Aotros dioses adoramos en estos tiempos. Le rezamos a íconos extraños, tan terrestres que han perdido todo encanto, tan pequeños y transitorios que no trascienden más allá del bullicio. Los ritos ya no son los de antes, ni sirven las campanas para convocar a nadie. Ni los cánticos del oficiante atraen a la feligresía ausente. Las notas de órganos medievales acentúan la soledad de las iglesias que ahora son apenas monumentos, piedra petrificada en gestos que conmueven por su coraje para seguir, desde el pasado, afirmando lo que ya no es, lo que se fue.
La gente le ha vuelto las espaldas a los dioses que solo ofrecían esperanzas. Ya no le interesan, ni le conmueven, los que representaban sacrificios y pasiones, los dioses locos que exigían heroísmos, disciplinas y rigores. La gente ha elegido a otros: cotidianos, tangibles, hechos a la medida de una humanidad a la que le asusta lo distante, lo complejo, lo simbólico. En estos tiempos, cuando la noticia supera a la ficción, cuando lo virtual deroga lo real, es necesario tener dioses programados, íconos de plástico, ritos que no signifiquen nada distinto de la mediocridad de cada día.
Ahora los dioses son otros. Las divinidades aterrizaron en los centros comerciales precedidas de cánticos y coros de propaganda enfermiza, que anuncia la llegada de los días de la felicidad prometida. Las indulgencias están ahora en las tarjetas de consumo.
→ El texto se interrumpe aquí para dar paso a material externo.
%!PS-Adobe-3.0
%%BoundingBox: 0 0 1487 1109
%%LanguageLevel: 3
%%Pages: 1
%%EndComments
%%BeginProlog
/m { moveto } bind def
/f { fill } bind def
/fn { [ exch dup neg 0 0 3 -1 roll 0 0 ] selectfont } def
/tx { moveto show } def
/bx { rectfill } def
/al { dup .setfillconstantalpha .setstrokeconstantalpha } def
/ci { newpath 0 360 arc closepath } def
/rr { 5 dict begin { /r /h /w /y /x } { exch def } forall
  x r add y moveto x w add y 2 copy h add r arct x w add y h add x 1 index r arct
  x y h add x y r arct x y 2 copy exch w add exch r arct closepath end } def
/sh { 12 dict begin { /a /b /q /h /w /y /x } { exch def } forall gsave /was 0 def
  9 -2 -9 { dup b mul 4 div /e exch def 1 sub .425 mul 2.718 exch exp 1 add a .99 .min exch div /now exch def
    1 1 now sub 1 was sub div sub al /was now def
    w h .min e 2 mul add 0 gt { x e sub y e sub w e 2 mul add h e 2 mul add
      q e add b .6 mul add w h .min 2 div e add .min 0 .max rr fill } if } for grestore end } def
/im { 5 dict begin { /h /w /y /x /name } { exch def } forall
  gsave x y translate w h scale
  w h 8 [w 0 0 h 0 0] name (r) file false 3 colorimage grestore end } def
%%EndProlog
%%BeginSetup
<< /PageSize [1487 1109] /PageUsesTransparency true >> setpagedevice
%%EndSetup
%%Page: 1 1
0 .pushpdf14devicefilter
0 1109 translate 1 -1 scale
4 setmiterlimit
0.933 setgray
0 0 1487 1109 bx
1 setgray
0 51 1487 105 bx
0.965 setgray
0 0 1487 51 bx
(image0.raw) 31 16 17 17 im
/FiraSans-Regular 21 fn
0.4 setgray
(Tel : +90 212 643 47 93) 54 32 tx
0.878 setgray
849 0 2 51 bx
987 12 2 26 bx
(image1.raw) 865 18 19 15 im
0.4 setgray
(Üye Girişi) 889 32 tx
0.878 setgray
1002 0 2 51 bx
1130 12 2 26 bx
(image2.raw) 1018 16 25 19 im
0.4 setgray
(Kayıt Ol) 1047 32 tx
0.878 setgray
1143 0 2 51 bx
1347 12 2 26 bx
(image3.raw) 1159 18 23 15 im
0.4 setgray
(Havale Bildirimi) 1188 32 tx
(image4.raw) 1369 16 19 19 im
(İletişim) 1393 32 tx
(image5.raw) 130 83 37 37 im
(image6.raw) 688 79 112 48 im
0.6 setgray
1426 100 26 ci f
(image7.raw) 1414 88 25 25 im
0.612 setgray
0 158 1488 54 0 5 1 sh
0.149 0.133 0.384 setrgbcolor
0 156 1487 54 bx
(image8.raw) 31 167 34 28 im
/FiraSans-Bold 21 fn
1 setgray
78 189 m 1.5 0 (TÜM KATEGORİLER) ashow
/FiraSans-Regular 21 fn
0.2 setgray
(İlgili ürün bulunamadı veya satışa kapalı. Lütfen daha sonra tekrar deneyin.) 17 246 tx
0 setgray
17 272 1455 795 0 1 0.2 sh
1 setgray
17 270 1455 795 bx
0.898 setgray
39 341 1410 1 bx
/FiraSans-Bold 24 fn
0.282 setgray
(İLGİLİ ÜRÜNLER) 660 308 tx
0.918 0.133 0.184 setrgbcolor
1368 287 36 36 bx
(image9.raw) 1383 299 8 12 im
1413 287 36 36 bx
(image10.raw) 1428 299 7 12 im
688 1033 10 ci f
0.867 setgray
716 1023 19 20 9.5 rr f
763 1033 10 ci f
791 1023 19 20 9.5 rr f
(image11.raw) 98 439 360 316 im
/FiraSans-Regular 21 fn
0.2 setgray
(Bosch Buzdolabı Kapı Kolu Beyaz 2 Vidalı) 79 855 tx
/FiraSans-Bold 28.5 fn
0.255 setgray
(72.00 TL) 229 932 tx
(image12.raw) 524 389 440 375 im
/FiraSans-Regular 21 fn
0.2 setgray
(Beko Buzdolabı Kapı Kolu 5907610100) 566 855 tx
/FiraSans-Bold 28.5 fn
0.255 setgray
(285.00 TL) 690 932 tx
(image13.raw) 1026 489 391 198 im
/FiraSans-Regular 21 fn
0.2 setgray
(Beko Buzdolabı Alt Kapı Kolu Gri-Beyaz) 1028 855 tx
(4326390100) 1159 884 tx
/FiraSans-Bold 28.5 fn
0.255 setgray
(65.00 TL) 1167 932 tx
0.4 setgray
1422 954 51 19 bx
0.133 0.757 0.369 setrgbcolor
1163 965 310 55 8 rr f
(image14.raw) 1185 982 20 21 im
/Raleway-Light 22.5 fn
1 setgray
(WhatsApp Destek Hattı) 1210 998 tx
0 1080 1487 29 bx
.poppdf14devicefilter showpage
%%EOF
Las catedrales son otras. Son las del dispendio. Prospera la frivolidad. Entonces, el pecado consiste en no poder, en no tener. El infierno está en la pobreza; el purgatorio, en el sueldo escaso, en la marginalidad. Los dioses que tuvieron por compañía al asno y al buey quedaron como recuerdo de tiempos más modestos, más humanos, en que era posible la imaginación y la fraternidad, en que la vitrina no anulaba aún la capacidad de soñar, en que la ilusión iba por los rumbos de la sensibilidad, por los de las humildades olvidadas, por el de las costumbres que aglutinaban a las familias en rituales inolvidables de pesebres, novenas, villancicos y buñuelos. Tiempos de calles sin tumultos y de gente sin ansiedades. Tiempos de austeridad.
La religión del consumo no solo logró parapetarse en el alma de la gente, sino que pudo secuestrar en su beneficio los símbolos de la vieja religión en decadencia. Así, llevó sin problema, y sin escrúpulos, los ritos y los símbolos, los cánticos y los usos de un evento religioso y cultural, a los escenarios del marketing, y los transformó en método de alienación. La Navidad, referente esencial del cristianismo, nacido entre la pobreza y la persecución, ahora es evento comercial que agobia a las familias, que ahoga toda reflexión entre la algarabía de compras y propaganda.
Usted, lector, ¿cómo se siente una vez agotada la carrera de las compras, apagado el árbol, silencioso el pesebre al que nadie le rezó?